WHAT TO WORK ON = Only the text belongs in the answer: every line of the records below, transcribed exactly.

[Dataset entries]
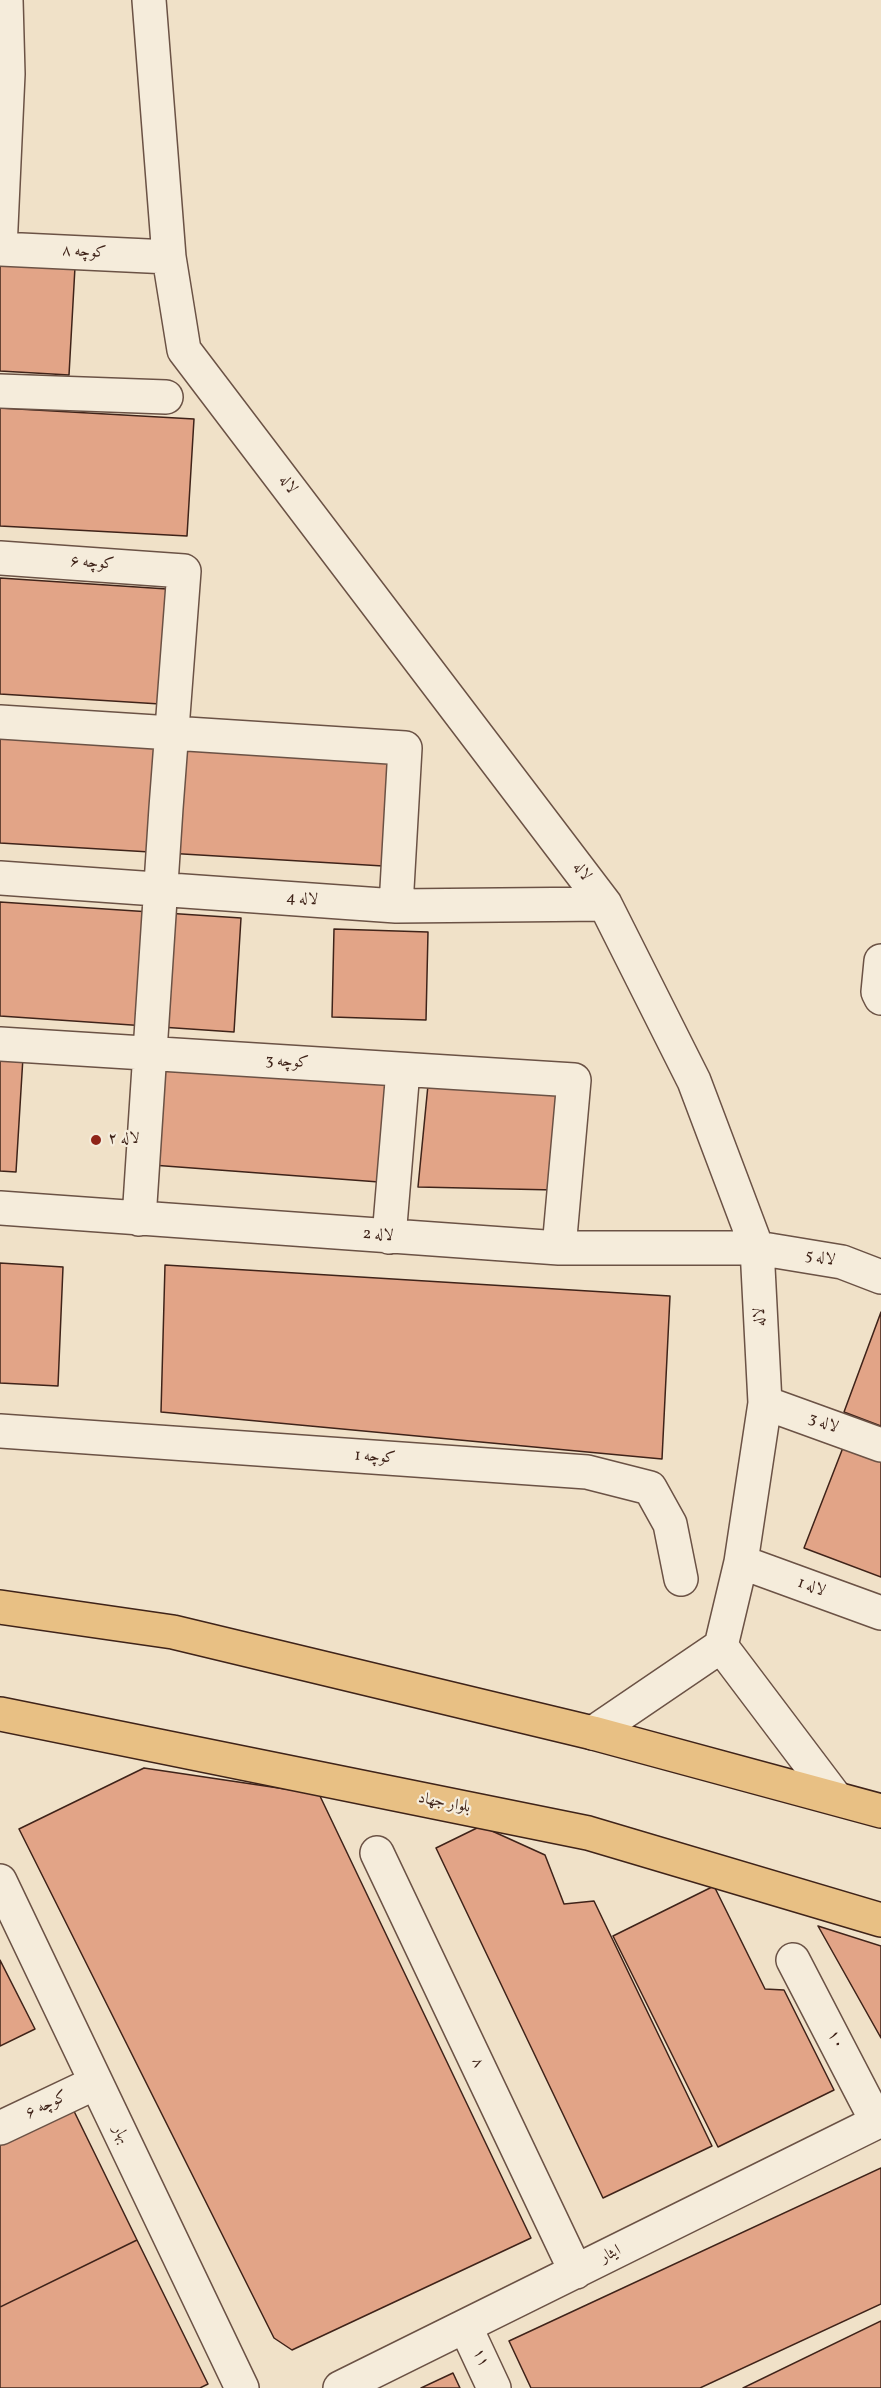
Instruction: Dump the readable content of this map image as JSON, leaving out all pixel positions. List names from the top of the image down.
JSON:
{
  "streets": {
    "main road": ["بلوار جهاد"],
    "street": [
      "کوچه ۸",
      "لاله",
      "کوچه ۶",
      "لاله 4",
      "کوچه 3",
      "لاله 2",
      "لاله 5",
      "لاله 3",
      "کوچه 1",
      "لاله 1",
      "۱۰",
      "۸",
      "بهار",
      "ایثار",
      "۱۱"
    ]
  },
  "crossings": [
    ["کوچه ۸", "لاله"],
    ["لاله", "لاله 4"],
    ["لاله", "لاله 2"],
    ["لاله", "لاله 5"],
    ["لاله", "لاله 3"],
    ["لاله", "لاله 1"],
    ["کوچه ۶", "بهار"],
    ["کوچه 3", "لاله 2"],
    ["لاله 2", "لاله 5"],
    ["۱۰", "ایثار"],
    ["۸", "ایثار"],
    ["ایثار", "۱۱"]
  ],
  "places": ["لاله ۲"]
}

ANSWER TO THIS EXERCISE =
Instruction: Dump the readable content of this map image as JSON, leaving out all pixel positions. List names from the top of the image down.
JSON:
{
  "streets": {
    "main road": ["بلوار جهاد"],
    "street": [
      "کوچه ۸",
      "لاله",
      "کوچه ۶",
      "لاله 4",
      "کوچه 3",
      "لاله 2",
      "لاله 5",
      "لاله 3",
      "کوچه 1",
      "لاله 1",
      "۱۰",
      "۸",
      "بهار",
      "ایثار",
      "۱۱"
    ]
  },
  "crossings": [
    ["کوچه ۸", "لاله"],
    ["لاله", "لاله 4"],
    ["لاله", "لاله 2"],
    ["لاله", "لاله 5"],
    ["لاله", "لاله 3"],
    ["لاله", "لاله 1"],
    ["کوچه ۶", "بهار"],
    ["کوچه 3", "لاله 2"],
    ["لاله 2", "لاله 5"],
    ["۱۰", "ایثار"],
    ["۸", "ایثار"],
    ["ایثار", "۱۱"]
  ],
  "places": ["لاله ۲"]
}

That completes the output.